Methods Inf Med 2018; 57(04): 177-184
DOI: 10.3414/ME18-01-0017
Original Articles
Georg Thieme Verlag KG Stuttgart · New York

Is Multiclass Automatic Text De-Identification Worth the Effort?

Duy Duc An Bui
1  Informatics Institute, University of Alabama at Birmingham, Birmingham, AL, USA
David T. Redden
2  Department of Biostatistics, School of Public Health, University of Alabama at Birmingham, Birmingham, AL, USA
James J. Cimino
1  Informatics Institute, University of Alabama at Birmingham, Birmingham, AL, USA
› Author Affiliations
Funding The authors are supported in part by research funds from the UAB Informatics Institute and by the National Center for Advancing Translational Sciences of the National Institutes of Health under award number KL2TR001419. The content of this paper is solely the responsibility of the authors and does not necessarily represent the official views of the National Institutes of Health.
Further Information

Publication History

received: 14 February 2018

accepted: 08 June 2018

Publication Date:
24 September 2018 (online)


Objectives: Automatic de-identification to remove protected health information (PHI) from clinical text can use a “binary” model that replaces redacted text with a generic tag (e.g., “<PHI>”), or can use a “multiclass” model that retains more class information (e.g., “<Phone Number>”). Binary models are easier to develop, but result in text that is potentially less informative. We investigated whether building a multiclass de-identification is worth the extra effort.

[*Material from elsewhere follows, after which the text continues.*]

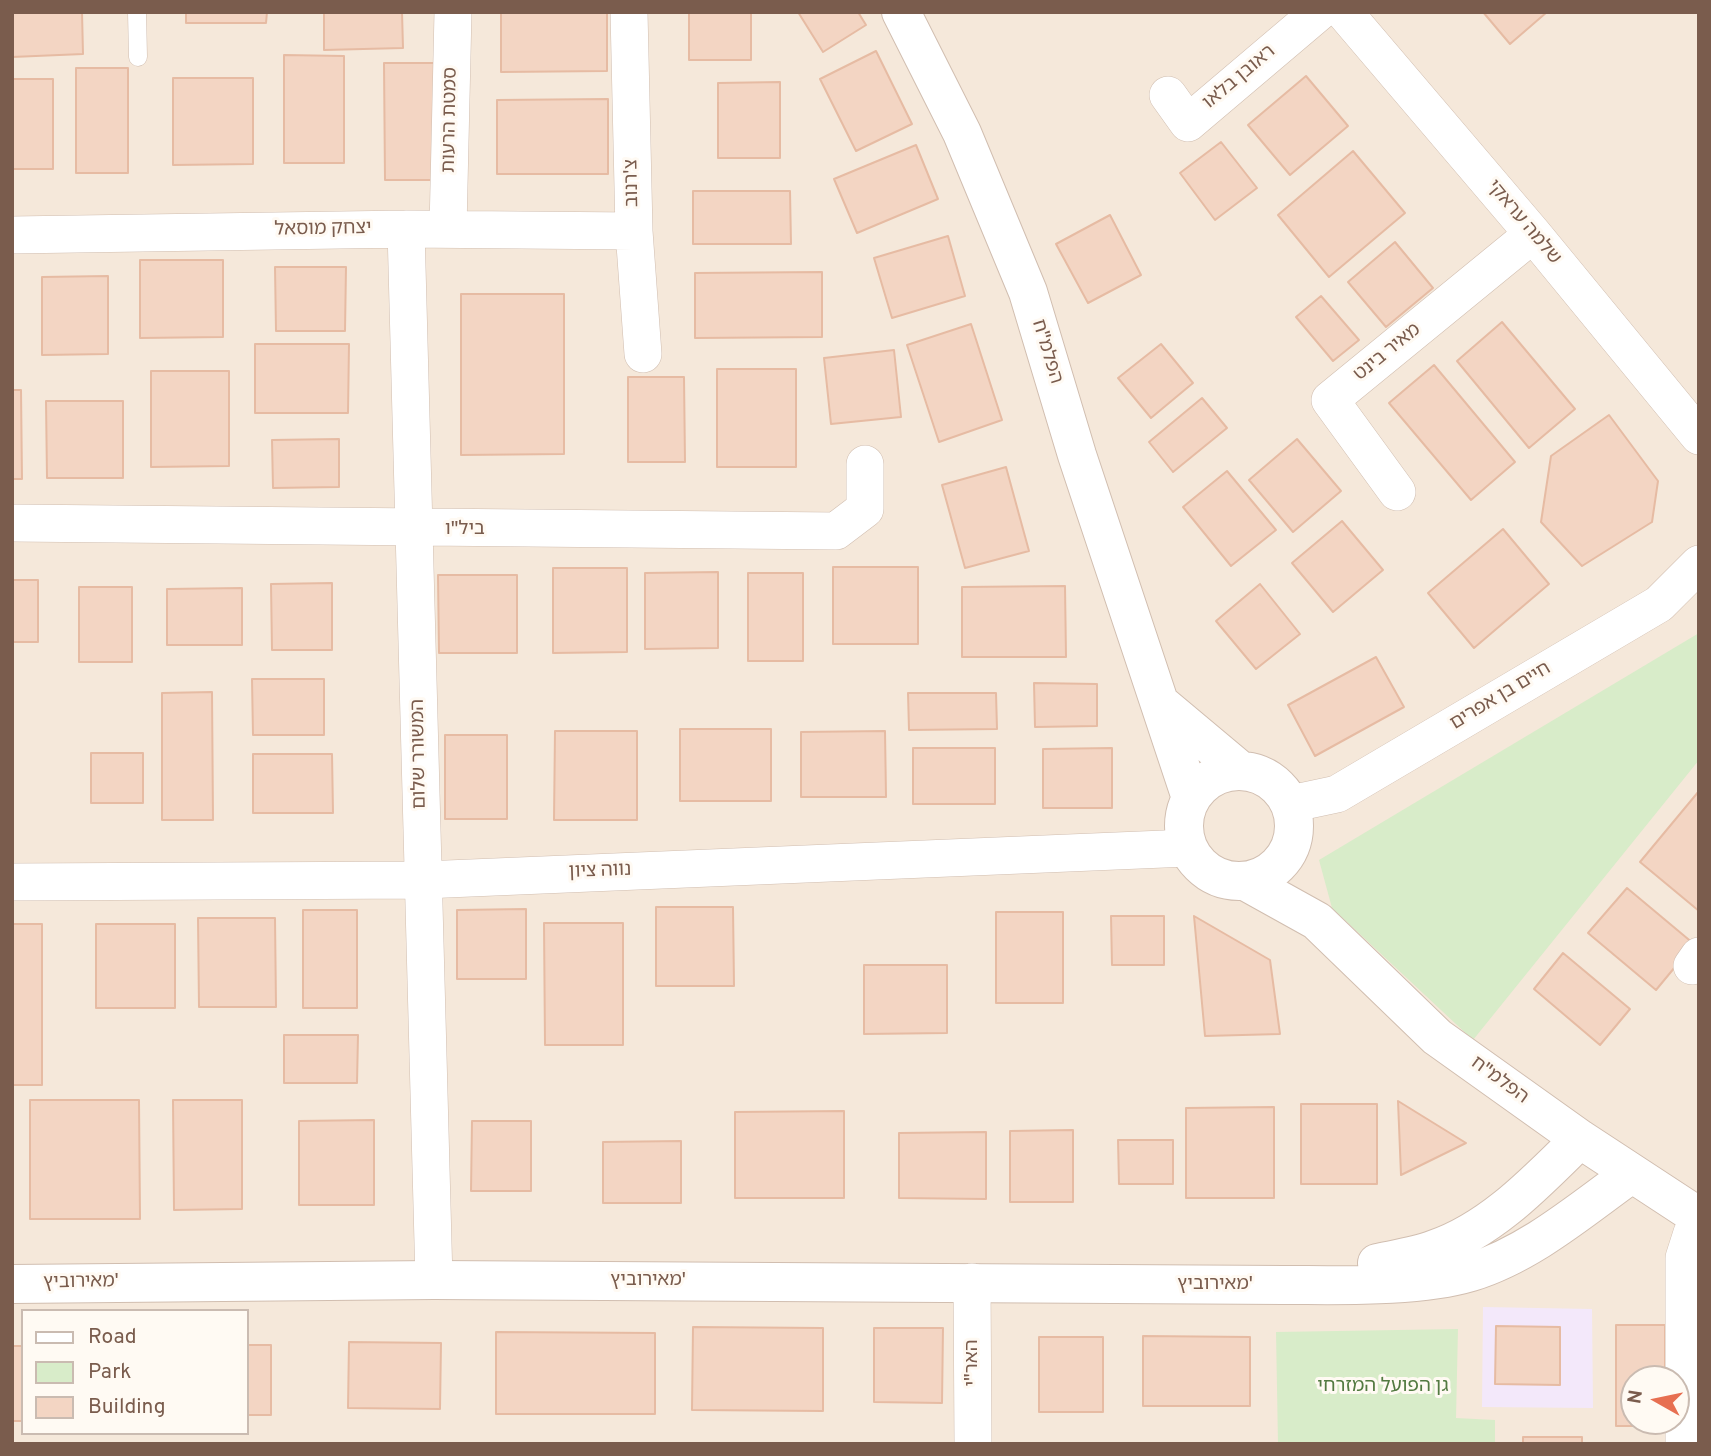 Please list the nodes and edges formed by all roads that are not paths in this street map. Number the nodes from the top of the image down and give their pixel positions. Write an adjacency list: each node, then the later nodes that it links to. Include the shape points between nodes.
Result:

Methods: Using the 2014 i2b2 dataset, we compared the accuracy and impact on document readability of two models. In the first experiment, we generated one binary and two multiclass versions trained with the same machine-learning algorithm Conditional Random Field (CRF). Accuracy (recall, precision, f-score) and secondary metrics (e.g, training time, testing time, minimum memory required) were measured. In the second experiment, three reviewers accessed the readability of two redacted documents using the binary and multiclass methods. We estimated a pooled Kappa to estimate the inter-rater agreement.

Results: The multiclass model did not demonstrate a clear accuracy advantage, with lower recall (−1.9%) and only slightly better precision (+0.6%), despite requiring additional computing resources. Three raters reached a very high agreement (Kappa = 0.975, 95% Confidence Interval (0.946, 1.00), p < 0.0001) that both binary and multiclass models have the same impact on document readability.

Conclusions: This study suggests that the development of more sophisticated classification of PHI may not be worth the effort in terms of both system accuracy and the usefulness of the output.